Brasil tenta angariar prestígio para a causa dos biocombustíveis na COP22
O anúncio, feito na Conferência da ONU sobre o Clima (COP22), tem 20 países signatários e aconteceu depois de dois meses de consultas a nações que se interessariam em ampliar os investimentos na produção de combustível a partir da biomassa (como os cultivos de cana para a produção do etanol e soja para a de biodiesel).
A solução ainda é recebida com receio por ambientalistas e por países que preferiram não aderir à plataforma, como a Alemanha.
Na terça (15), Barbara Hendricks, presidente da Comissão de Meio Ambiente do parlamento alemão, se reuniu na COP22 com os ministros brasileiros Blairo Maggi (Agricultura) e Sarney Filho (Meio Ambiente) para ouvir a proposta da plataforma Biofuturo. Segundo a Folha apurou com representantes brasileiros, a conversa terminou em total desentendimento.
A Alemanha –que lidera investimentos em energia solar e está desativando suas usinas de carvão– não se comprometeria com fontes energéticas que ameaçam a segurança alimentar.
O debate dos biocombustíveis ficou marcado, desde 2008, pela controvérsia da competição do uso da terra com a produção de alimentos. Na época, o Brasil já era reconhecido como privilegiado por conseguir produzir biocombustível em larga escala sem prejudicar as perspectivas da produção de alimentos –graças à cana-de-açúcar, e à quantidade de terras agricultáveis.
Agora, em vez de tentar colocar o Brasil na posição de fornecedor de etanol para o mundo, o país quer incentivar outros a produzir biocombustíveis, o que aumentaria investimentos e criaria um mercado no qual o Brasil largaria como líder.
Para ONGs internacionais, a aposta em biocombustíveis para substituição de energias fósseis ainda é polêmica. Na semana passada, a União Europeia recebeu das ONGs na COP-22 o troféu "Fóssil do Dia" devido aos planos relacionados a biocombustíveis anunciados pelo bloco.
Na proposta brasileira, o que permitiria a outros países produzirem energia a partir de biomassa seria o chamado biocombustível de segunda geração: uma tecnologia que permite a produção a partir dos resíduos de cultivos, aproveitando partes da produção que seriam antes descartadas.
Hoje, o Brasil tem potencial de produzir anualmente 5 bilhões de litros de biocombustíveis de segunda geração (e 30 bilhões de litros "convencionais"). Para bater a meta do Acordo de Paris, o país precisa chegar a 50 bilhões de litros, elevando a participação do etanol para 18% na composição da matriz energética.

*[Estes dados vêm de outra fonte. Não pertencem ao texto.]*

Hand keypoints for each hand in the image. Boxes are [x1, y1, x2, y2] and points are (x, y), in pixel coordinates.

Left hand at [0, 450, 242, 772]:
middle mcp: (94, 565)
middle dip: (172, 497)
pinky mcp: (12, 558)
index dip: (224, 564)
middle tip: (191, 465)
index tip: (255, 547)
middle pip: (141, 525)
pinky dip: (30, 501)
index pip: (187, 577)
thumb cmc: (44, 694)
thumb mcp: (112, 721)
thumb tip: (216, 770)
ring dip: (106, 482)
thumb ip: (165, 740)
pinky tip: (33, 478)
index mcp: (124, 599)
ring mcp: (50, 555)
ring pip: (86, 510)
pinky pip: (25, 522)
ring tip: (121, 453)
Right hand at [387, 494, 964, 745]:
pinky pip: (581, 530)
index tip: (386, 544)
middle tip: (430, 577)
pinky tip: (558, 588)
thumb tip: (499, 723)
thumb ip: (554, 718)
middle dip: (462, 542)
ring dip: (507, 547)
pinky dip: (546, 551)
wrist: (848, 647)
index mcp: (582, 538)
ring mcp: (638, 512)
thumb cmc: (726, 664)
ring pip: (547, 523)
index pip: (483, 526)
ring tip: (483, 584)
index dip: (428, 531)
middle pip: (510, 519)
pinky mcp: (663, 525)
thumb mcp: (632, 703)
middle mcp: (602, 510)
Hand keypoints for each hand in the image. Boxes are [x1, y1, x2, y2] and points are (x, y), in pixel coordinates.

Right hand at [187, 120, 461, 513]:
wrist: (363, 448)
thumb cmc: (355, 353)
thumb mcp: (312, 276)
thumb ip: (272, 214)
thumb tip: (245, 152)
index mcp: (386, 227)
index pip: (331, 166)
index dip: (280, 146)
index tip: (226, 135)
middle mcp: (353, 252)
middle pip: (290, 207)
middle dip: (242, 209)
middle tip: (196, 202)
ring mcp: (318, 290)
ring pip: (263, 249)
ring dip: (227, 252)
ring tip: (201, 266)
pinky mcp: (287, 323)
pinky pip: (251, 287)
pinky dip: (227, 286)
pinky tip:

Sob o argumento de que o setor de transportes, um dos que mais emitem no mundo, precisa de soluções imediatas para a transição energética; o governo parece ignorar uma tendência já em curso : a dos carros elétricos. ''Eles já contam com uma tecnologia estabelecida e é uma questão de tempo para que o preço se torne competitivo no mercado'', avalia Tasso Azevedo, coordenador do Sistema de Estimativa de Emissões de Gases Estufa do Observatório do Clima.
Segundo ele, hoje já temos 1 milhão de carros elétricos rodando pelo mundo e países planejam eletrificar toda sua frota - a Alemanha, por exemplo, quer extinguir o motor a combustão até 2040. Para Tasso, a tendência fica clara quando comparamos com a transição para o motor flex (que permite álcool e gasolina) no Brasil. ''Em uma década, a frota flex saiu do zero para representar 65% da frota circulante no país'', aponta Tasso, estimando que em 15 anos o mesmo deve acontecer com os carros elétricos.
Por outro lado, um ramo dos transportes que ainda não tem solução de baixo carbono é o da aviação civil. O Ministério de Minas e Energia deve apresentar em 2017 um plano para incentivar o desenvolvimento de biodisel para aviões. O desafio ainda é o preço, até 30% mais caro que o combustível convencional.